> **Problem to solve**:
Exact reproduction of all the entries is required, without any of their pictures.

Saved data entries:
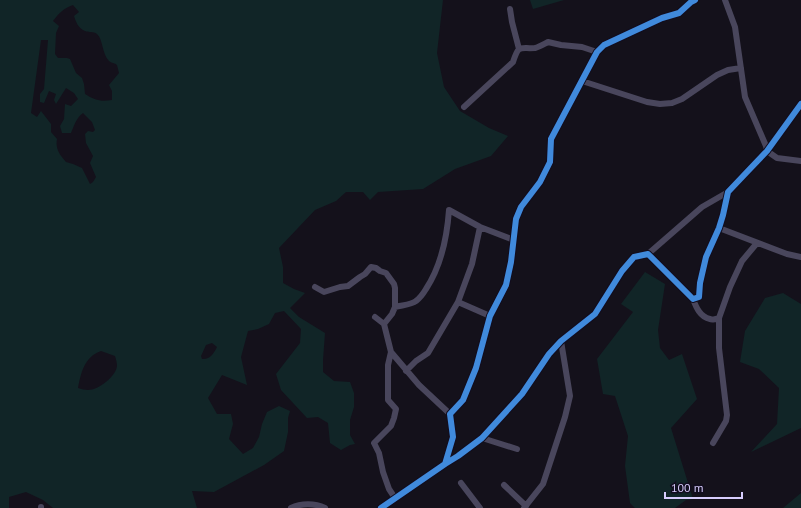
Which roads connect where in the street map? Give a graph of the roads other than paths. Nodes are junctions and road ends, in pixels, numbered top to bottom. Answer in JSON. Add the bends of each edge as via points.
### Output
{"nodes":[{"id":1,"x":695,"y":0,"type":"edge"},
{"id":2,"x":725,"y":0,"type":"edge"},
{"id":3,"x":510,"y":9,"type":"dead end"},
{"id":4,"x":519,"y":49,"type":"junction"},
{"id":5,"x":597,"y":52,"type":"junction"},
{"id":6,"x":741,"y":68,"type":"junction"},
{"id":7,"x":582,"y":81,"type":"junction"},
{"id":8,"x":801,"y":104,"type":"edge"},
{"id":9,"x":464,"y":107,"type":"dead end"},
{"id":10,"x":767,"y":151,"type":"junction"},
{"id":11,"x":801,"y":161,"type":"edge"},
{"id":12,"x":728,"y":192,"type":"junction"},
{"id":13,"x":480,"y":227,"type":"junction"},
{"id":14,"x":719,"y":228,"type":"junction"},
{"id":15,"x":514,"y":240,"type":"junction"},
{"id":16,"x":757,"y":243,"type":"junction"},
{"id":17,"x":648,"y":254,"type":"junction"},
{"id":18,"x":801,"y":257,"type":"edge"},
{"id":19,"x":314,"y":287,"type":"dead end"},
{"id":20,"x":693,"y":299,"type":"junction"},
{"id":21,"x":458,"y":302,"type":"junction"},
{"id":22,"x":395,"y":307,"type":"junction"},
{"id":23,"x":490,"y":316,"type":"junction"},
{"id":24,"x":376,"y":317,"type":"dead end"},
{"id":25,"x":719,"y":318,"type":"junction"},
{"id":26,"x":384,"y":324,"type":"junction"},
{"id":27,"x":561,"y":341,"type":"junction"},
{"id":28,"x":391,"y":352,"type":"junction"},
{"id":29,"x":406,"y":371,"type":"junction"},
{"id":30,"x":450,"y":414,"type":"junction"},
{"id":31,"x":482,"y":438,"type":"junction"},
{"id":32,"x":713,"y":443,"type":"dead end"},
{"id":33,"x":517,"y":449,"type":"dead end"},
{"id":34,"x":445,"y":464,"type":"junction"},
{"id":35,"x":461,"y":483,"type":"dead end"},
{"id":36,"x":504,"y":485,"type":"dead end"},
{"id":37,"x":395,"y":498,"type":"junction"},
{"id":38,"x":525,"y":507,"type":"edge"},
{"id":39,"x":291,"y":508,"type":"edge"},
{"id":40,"x":325,"y":508,"type":"edge"},
{"id":41,"x":381,"y":508,"type":"edge"},
{"id":42,"x":480,"y":508,"type":"edge"}],
"edges":[{"from":1,"to":5,"type":"street","via":[[679,13],[662,18],[604,45]]},
{"from":2,"to":6,"type":"street","via":[[735,27]]},
{"from":3,"to":4,"type":"street"},
{"from":4,"to":5,"type":"street","via":[[537,48],[548,42]]},
{"from":4,"to":9,"type":"street","via":[[513,62]]},
{"from":5,"to":7,"type":"street"},
{"from":6,"to":7,"type":"street","via":[[717,75],[682,99],[660,104]]},
{"from":6,"to":10,"type":"street","via":[[746,97]]},
{"from":7,"to":15,"type":"street","via":[[551,139],[550,162],[540,182],[521,207],[514,228]]},
{"from":8,"to":10,"type":"street"},
{"from":10,"to":11,"type":"street","via":[[777,158]]},
{"from":10,"to":12,"type":"street"},
{"from":12,"to":14,"type":"street"},
{"from":12,"to":17,"type":"street","via":[[702,207]]},
{"from":13,"to":15,"type":"street"},
{"from":13,"to":21,"type":"street","via":[[472,264]]},
{"from":13,"to":22,"type":"street","via":[[449,210],[444,248],[431,282],[415,302]]},
{"from":14,"to":16,"type":"street"},
{"from":14,"to":20,"type":"street","via":[[706,257],[699,297]]},
{"from":15,"to":23,"type":"street","via":[[506,285]]},
{"from":16,"to":18,"type":"street"},
{"from":16,"to":25,"type":"street","via":[[742,261]]},
{"from":17,"to":20,"type":"street"},
{"from":17,"to":27,"type":"street","via":[[634,257],[594,314]]},
{"from":19,"to":22,"type":"street","via":[[324,292],[348,286],[371,267],[376,268],[386,273],[394,284]]},
{"from":20,"to":25,"type":"street","via":[[702,315],[710,320]]},
{"from":21,"to":23,"type":"street"},
{"from":21,"to":29,"type":"street","via":[[428,353]]},
{"from":22,"to":26,"type":"street"},
{"from":23,"to":30,"type":"street","via":[[476,368],[463,400]]},
{"from":24,"to":26,"type":"street"},
{"from":25,"to":32,"type":"street","via":[[719,348],[727,415]]},
{"from":26,"to":28,"type":"street"},
{"from":27,"to":31,"type":"street","via":[[522,394]]},
{"from":27,"to":38,"type":"street","via":[[570,396],[567,410],[543,484]]},
{"from":28,"to":29,"type":"street"},
{"from":28,"to":37,"type":"street","via":[[388,365],[388,400],[396,409],[391,426],[374,443],[389,489]]},
{"from":29,"to":30,"type":"street"},
{"from":30,"to":34,"type":"street","via":[[453,437]]},
{"from":31,"to":33,"type":"street"},
{"from":31,"to":34,"type":"street"},
{"from":34,"to":37,"type":"street"},
{"from":35,"to":42,"type":"street"},
{"from":36,"to":38,"type":"street"},
{"from":37,"to":41,"type":"street"},
{"from":39,"to":40,"type":"street","via":[[298,504]]}]}
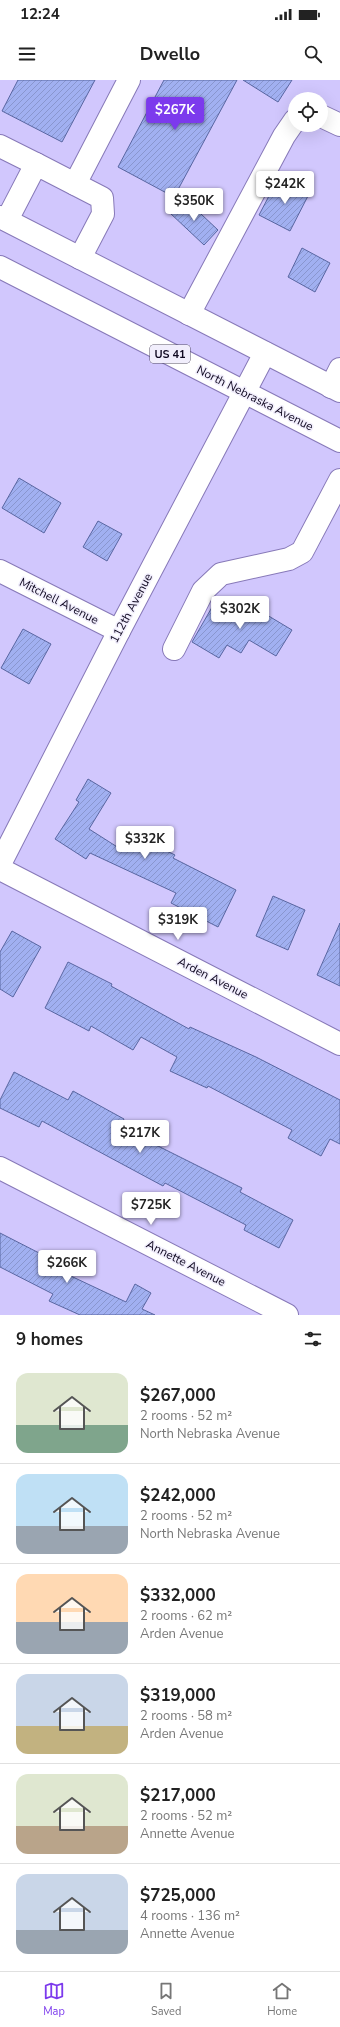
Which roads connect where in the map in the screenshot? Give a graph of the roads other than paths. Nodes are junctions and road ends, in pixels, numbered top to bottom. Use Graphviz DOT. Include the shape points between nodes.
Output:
graph roads {
  1 [pos="129,80"];
  2 [pos="328,119"];
  3 [pos="340,125"];
  4 [pos="288,130"];
  5 [pos="0,146"];
  6 [pos="36,164"];
  7 [pos="75,184"];
  8 [pos="3,219"];
  9 [pos="80,258"];
  10 [pos="0,267"];
  11 [pos="189,314"];
  12 [pos="265,353"];
  13 [pos="337,382"];
  14 [pos="244,393"];
  15 [pos="340,441"];
  16 [pos="340,480"];
  17 [pos="0,571"];
  18 [pos="119,631"];
  19 [pos="174,649"];
  20 [pos="0,864"];
  21 [pos="0,869"];
  22 [pos="340,1044"];
  23 [pos="0,1168"];
  24 [pos="287,1315"];
  1 -- 7 [label="street"];
  2 -- 3 [label="street"];
  4 -- 11 [label="street"];
  5 -- 6 [label="street"];
  6 -- 7 [label="street"];
  6 -- 8 [label="street"];
  7 -- 9 [label="street" via="102,198 103,214"];
  8 -- 9 [label="street"];
  9 -- 11 [label="street"];
  10 -- 14 [label="street, North Nebraska Avenue / US 41"];
  11 -- 12 [label="street"];
  12 -- 13 [label="street"];
  12 -- 14 [label="street, 112th Avenue"];
  14 -- 15 [label="street, North Nebraska Avenue / US 41"];
  14 -- 18 [label="street, 112th Avenue"];
  16 -- 19 [label="street" via="302,552 289,559 221,574 204,591"];
  17 -- 18 [label="street, Mitchell Avenue"];
  18 -- 20 [label="street, 112th Avenue"];
  21 -- 22 [label="street, Arden Avenue"];
  23 -- 24 [label="street, Annette Avenue"];
}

> **Your solution**:
Which roads connect where in the street map? Give a graph of the roads other than paths. Nodes are junctions and road ends, in pixels, numbered top to bottom. Answer in JSON. Add the bends of each edge as via points.
### Output
{"nodes":[{"id":1,"x":695,"y":0,"type":"edge"},
{"id":2,"x":725,"y":0,"type":"edge"},
{"id":3,"x":510,"y":9,"type":"dead end"},
{"id":4,"x":519,"y":49,"type":"junction"},
{"id":5,"x":597,"y":52,"type":"junction"},
{"id":6,"x":741,"y":68,"type":"junction"},
{"id":7,"x":582,"y":81,"type":"junction"},
{"id":8,"x":801,"y":104,"type":"edge"},
{"id":9,"x":464,"y":107,"type":"dead end"},
{"id":10,"x":767,"y":151,"type":"junction"},
{"id":11,"x":801,"y":161,"type":"edge"},
{"id":12,"x":728,"y":192,"type":"junction"},
{"id":13,"x":480,"y":227,"type":"junction"},
{"id":14,"x":719,"y":228,"type":"junction"},
{"id":15,"x":514,"y":240,"type":"junction"},
{"id":16,"x":757,"y":243,"type":"junction"},
{"id":17,"x":648,"y":254,"type":"junction"},
{"id":18,"x":801,"y":257,"type":"edge"},
{"id":19,"x":314,"y":287,"type":"dead end"},
{"id":20,"x":693,"y":299,"type":"junction"},
{"id":21,"x":458,"y":302,"type":"junction"},
{"id":22,"x":395,"y":307,"type":"junction"},
{"id":23,"x":490,"y":316,"type":"junction"},
{"id":24,"x":376,"y":317,"type":"dead end"},
{"id":25,"x":719,"y":318,"type":"junction"},
{"id":26,"x":384,"y":324,"type":"junction"},
{"id":27,"x":561,"y":341,"type":"junction"},
{"id":28,"x":391,"y":352,"type":"junction"},
{"id":29,"x":406,"y":371,"type":"junction"},
{"id":30,"x":450,"y":414,"type":"junction"},
{"id":31,"x":482,"y":438,"type":"junction"},
{"id":32,"x":713,"y":443,"type":"dead end"},
{"id":33,"x":517,"y":449,"type":"dead end"},
{"id":34,"x":445,"y":464,"type":"junction"},
{"id":35,"x":461,"y":483,"type":"dead end"},
{"id":36,"x":504,"y":485,"type":"dead end"},
{"id":37,"x":395,"y":498,"type":"junction"},
{"id":38,"x":525,"y":507,"type":"edge"},
{"id":39,"x":291,"y":508,"type":"edge"},
{"id":40,"x":325,"y":508,"type":"edge"},
{"id":41,"x":381,"y":508,"type":"edge"},
{"id":42,"x":480,"y":508,"type":"edge"}],
"edges":[{"from":1,"to":5,"type":"street","via":[[679,13],[662,18],[604,45]]},
{"from":2,"to":6,"type":"street","via":[[735,27]]},
{"from":3,"to":4,"type":"street"},
{"from":4,"to":5,"type":"street","via":[[537,48],[548,42]]},
{"from":4,"to":9,"type":"street","via":[[513,62]]},
{"from":5,"to":7,"type":"street"},
{"from":6,"to":7,"type":"street","via":[[717,75],[682,99],[660,104]]},
{"from":6,"to":10,"type":"street","via":[[746,97]]},
{"from":7,"to":15,"type":"street","via":[[551,139],[550,162],[540,182],[521,207],[514,228]]},
{"from":8,"to":10,"type":"street"},
{"from":10,"to":11,"type":"street","via":[[777,158]]},
{"from":10,"to":12,"type":"street"},
{"from":12,"to":14,"type":"street"},
{"from":12,"to":17,"type":"street","via":[[702,207]]},
{"from":13,"to":15,"type":"street"},
{"from":13,"to":21,"type":"street","via":[[472,264]]},
{"from":13,"to":22,"type":"street","via":[[449,210],[444,248],[431,282],[415,302]]},
{"from":14,"to":16,"type":"street"},
{"from":14,"to":20,"type":"street","via":[[706,257],[699,297]]},
{"from":15,"to":23,"type":"street","via":[[506,285]]},
{"from":16,"to":18,"type":"street"},
{"from":16,"to":25,"type":"street","via":[[742,261]]},
{"from":17,"to":20,"type":"street"},
{"from":17,"to":27,"type":"street","via":[[634,257],[594,314]]},
{"from":19,"to":22,"type":"street","via":[[324,292],[348,286],[371,267],[376,268],[386,273],[394,284]]},
{"from":20,"to":25,"type":"street","via":[[702,315],[710,320]]},
{"from":21,"to":23,"type":"street"},
{"from":21,"to":29,"type":"street","via":[[428,353]]},
{"from":22,"to":26,"type":"street"},
{"from":23,"to":30,"type":"street","via":[[476,368],[463,400]]},
{"from":24,"to":26,"type":"street"},
{"from":25,"to":32,"type":"street","via":[[719,348],[727,415]]},
{"from":26,"to":28,"type":"street"},
{"from":27,"to":31,"type":"street","via":[[522,394]]},
{"from":27,"to":38,"type":"street","via":[[570,396],[567,410],[543,484]]},
{"from":28,"to":29,"type":"street"},
{"from":28,"to":37,"type":"street","via":[[388,365],[388,400],[396,409],[391,426],[374,443],[389,489]]},
{"from":29,"to":30,"type":"street"},
{"from":30,"to":34,"type":"street","via":[[453,437]]},
{"from":31,"to":33,"type":"street"},
{"from":31,"to":34,"type":"street"},
{"from":34,"to":37,"type":"street"},
{"from":35,"to":42,"type":"street"},
{"from":36,"to":38,"type":"street"},
{"from":37,"to":41,"type":"street"},
{"from":39,"to":40,"type":"street","via":[[298,504]]}]}
Which roads connect where in the map in the screenshot? Give a graph of the roads other than paths. Nodes are junctions and road ends, in pixels, numbered top to bottom. Use Graphviz DOT. Include the shape points between nodes.
Output:
graph roads {
  1 [pos="129,80"];
  2 [pos="328,119"];
  3 [pos="340,125"];
  4 [pos="288,130"];
  5 [pos="0,146"];
  6 [pos="36,164"];
  7 [pos="75,184"];
  8 [pos="3,219"];
  9 [pos="80,258"];
  10 [pos="0,267"];
  11 [pos="189,314"];
  12 [pos="265,353"];
  13 [pos="337,382"];
  14 [pos="244,393"];
  15 [pos="340,441"];
  16 [pos="340,480"];
  17 [pos="0,571"];
  18 [pos="119,631"];
  19 [pos="174,649"];
  20 [pos="0,864"];
  21 [pos="0,869"];
  22 [pos="340,1044"];
  23 [pos="0,1168"];
  24 [pos="287,1315"];
  1 -- 7 [label="street"];
  2 -- 3 [label="street"];
  4 -- 11 [label="street"];
  5 -- 6 [label="street"];
  6 -- 7 [label="street"];
  6 -- 8 [label="street"];
  7 -- 9 [label="street" via="102,198 103,214"];
  8 -- 9 [label="street"];
  9 -- 11 [label="street"];
  10 -- 14 [label="street, North Nebraska Avenue / US 41"];
  11 -- 12 [label="street"];
  12 -- 13 [label="street"];
  12 -- 14 [label="street, 112th Avenue"];
  14 -- 15 [label="street, North Nebraska Avenue / US 41"];
  14 -- 18 [label="street, 112th Avenue"];
  16 -- 19 [label="street" via="302,552 289,559 221,574 204,591"];
  17 -- 18 [label="street, Mitchell Avenue"];
  18 -- 20 [label="street, 112th Avenue"];
  21 -- 22 [label="street, Arden Avenue"];
  23 -- 24 [label="street, Annette Avenue"];
}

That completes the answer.